How to complete this task: Sort through the listing below and keep each line with the word "Balmes". Copy those.

BEGIN Records provided

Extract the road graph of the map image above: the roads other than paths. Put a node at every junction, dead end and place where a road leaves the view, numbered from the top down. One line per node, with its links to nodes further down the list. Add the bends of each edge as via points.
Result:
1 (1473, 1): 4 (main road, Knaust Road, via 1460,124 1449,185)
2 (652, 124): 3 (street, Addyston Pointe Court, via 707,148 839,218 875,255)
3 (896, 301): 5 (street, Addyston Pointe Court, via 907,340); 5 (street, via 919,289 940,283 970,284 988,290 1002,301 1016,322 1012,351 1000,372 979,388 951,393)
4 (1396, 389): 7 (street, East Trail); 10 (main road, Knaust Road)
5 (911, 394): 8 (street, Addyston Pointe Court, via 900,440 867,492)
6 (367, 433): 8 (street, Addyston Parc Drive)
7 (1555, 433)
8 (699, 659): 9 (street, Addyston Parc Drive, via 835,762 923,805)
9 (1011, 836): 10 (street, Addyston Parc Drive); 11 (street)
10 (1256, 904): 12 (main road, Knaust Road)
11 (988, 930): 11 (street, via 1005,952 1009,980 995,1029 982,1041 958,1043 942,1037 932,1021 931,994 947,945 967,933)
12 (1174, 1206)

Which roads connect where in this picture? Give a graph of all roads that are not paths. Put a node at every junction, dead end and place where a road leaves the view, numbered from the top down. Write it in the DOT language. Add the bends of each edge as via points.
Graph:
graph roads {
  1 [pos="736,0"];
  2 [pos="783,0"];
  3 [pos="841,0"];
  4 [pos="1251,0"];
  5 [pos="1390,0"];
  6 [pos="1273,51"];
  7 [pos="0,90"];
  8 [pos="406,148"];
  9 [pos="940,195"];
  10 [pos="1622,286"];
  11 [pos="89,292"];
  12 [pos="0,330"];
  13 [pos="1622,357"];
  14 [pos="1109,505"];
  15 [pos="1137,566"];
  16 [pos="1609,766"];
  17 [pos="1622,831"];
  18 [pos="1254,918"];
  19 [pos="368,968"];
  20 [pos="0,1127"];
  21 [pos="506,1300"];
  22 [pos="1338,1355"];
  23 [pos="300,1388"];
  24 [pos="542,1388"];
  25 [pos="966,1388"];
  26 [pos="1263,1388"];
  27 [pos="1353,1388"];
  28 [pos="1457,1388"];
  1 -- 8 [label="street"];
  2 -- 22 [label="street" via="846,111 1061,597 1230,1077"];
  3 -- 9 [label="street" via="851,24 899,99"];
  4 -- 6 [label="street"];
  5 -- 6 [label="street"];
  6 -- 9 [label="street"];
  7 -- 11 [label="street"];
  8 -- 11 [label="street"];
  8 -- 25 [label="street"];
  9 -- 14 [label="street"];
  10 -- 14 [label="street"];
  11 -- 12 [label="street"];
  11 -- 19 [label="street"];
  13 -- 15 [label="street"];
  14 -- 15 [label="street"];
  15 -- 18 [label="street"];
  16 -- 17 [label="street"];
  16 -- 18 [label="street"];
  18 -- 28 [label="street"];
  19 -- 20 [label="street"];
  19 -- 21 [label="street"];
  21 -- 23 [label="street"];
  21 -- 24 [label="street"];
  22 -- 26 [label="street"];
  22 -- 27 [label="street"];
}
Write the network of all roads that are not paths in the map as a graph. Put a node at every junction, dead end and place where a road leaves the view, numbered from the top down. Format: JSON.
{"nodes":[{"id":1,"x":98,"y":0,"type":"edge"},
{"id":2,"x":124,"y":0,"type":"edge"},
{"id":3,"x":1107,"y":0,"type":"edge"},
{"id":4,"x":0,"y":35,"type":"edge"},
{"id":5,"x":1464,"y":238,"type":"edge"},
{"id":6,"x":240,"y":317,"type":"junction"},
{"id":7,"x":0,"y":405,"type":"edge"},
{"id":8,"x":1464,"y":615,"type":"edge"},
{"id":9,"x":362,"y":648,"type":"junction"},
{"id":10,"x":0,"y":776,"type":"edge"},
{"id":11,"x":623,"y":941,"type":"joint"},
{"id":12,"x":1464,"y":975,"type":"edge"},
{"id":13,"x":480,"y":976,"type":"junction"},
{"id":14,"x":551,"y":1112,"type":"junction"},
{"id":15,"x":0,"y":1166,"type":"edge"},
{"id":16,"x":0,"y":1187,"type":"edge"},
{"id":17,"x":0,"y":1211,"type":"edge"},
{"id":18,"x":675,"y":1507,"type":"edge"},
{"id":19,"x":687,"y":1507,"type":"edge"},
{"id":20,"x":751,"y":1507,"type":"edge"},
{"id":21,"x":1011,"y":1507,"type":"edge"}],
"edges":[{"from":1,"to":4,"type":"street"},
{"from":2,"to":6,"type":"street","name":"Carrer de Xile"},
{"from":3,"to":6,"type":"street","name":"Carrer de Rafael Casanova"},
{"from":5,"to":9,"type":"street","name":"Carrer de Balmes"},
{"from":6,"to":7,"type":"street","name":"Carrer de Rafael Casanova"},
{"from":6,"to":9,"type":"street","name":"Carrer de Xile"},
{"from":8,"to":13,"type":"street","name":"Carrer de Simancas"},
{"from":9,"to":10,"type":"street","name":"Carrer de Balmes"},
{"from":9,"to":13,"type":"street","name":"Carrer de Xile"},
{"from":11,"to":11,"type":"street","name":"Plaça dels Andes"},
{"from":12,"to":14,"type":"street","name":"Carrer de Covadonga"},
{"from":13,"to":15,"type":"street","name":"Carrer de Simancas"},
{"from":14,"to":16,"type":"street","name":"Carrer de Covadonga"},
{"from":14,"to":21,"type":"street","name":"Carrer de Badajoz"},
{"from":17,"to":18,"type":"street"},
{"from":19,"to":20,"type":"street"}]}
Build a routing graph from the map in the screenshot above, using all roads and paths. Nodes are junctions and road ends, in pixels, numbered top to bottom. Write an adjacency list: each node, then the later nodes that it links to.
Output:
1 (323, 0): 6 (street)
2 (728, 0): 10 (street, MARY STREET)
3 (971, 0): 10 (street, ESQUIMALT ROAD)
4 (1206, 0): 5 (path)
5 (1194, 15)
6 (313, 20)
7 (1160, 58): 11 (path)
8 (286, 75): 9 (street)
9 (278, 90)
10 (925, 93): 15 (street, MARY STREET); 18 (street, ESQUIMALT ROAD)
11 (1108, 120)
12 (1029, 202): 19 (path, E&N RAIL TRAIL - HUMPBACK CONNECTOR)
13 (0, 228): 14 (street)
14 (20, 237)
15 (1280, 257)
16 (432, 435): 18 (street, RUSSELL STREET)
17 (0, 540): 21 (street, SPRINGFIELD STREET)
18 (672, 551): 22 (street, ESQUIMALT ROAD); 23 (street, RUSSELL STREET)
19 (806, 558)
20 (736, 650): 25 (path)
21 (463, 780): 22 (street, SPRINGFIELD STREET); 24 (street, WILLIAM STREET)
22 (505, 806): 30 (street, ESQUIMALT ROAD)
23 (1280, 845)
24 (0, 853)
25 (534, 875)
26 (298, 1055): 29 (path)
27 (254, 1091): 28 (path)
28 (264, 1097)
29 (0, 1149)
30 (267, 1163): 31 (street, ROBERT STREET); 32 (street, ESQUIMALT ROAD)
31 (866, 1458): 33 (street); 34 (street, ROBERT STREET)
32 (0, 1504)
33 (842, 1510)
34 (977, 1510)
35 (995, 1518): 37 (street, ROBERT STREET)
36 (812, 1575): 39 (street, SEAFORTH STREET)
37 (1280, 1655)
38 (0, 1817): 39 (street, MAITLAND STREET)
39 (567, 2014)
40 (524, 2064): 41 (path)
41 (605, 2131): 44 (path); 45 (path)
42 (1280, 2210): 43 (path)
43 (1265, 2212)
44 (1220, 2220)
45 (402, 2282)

END Records provided

Finished task:
{"from":5,"to":9,"type":"street","name":"Carrer de Balmes"},
{"from":9,"to":10,"type":"street","name":"Carrer de Balmes"},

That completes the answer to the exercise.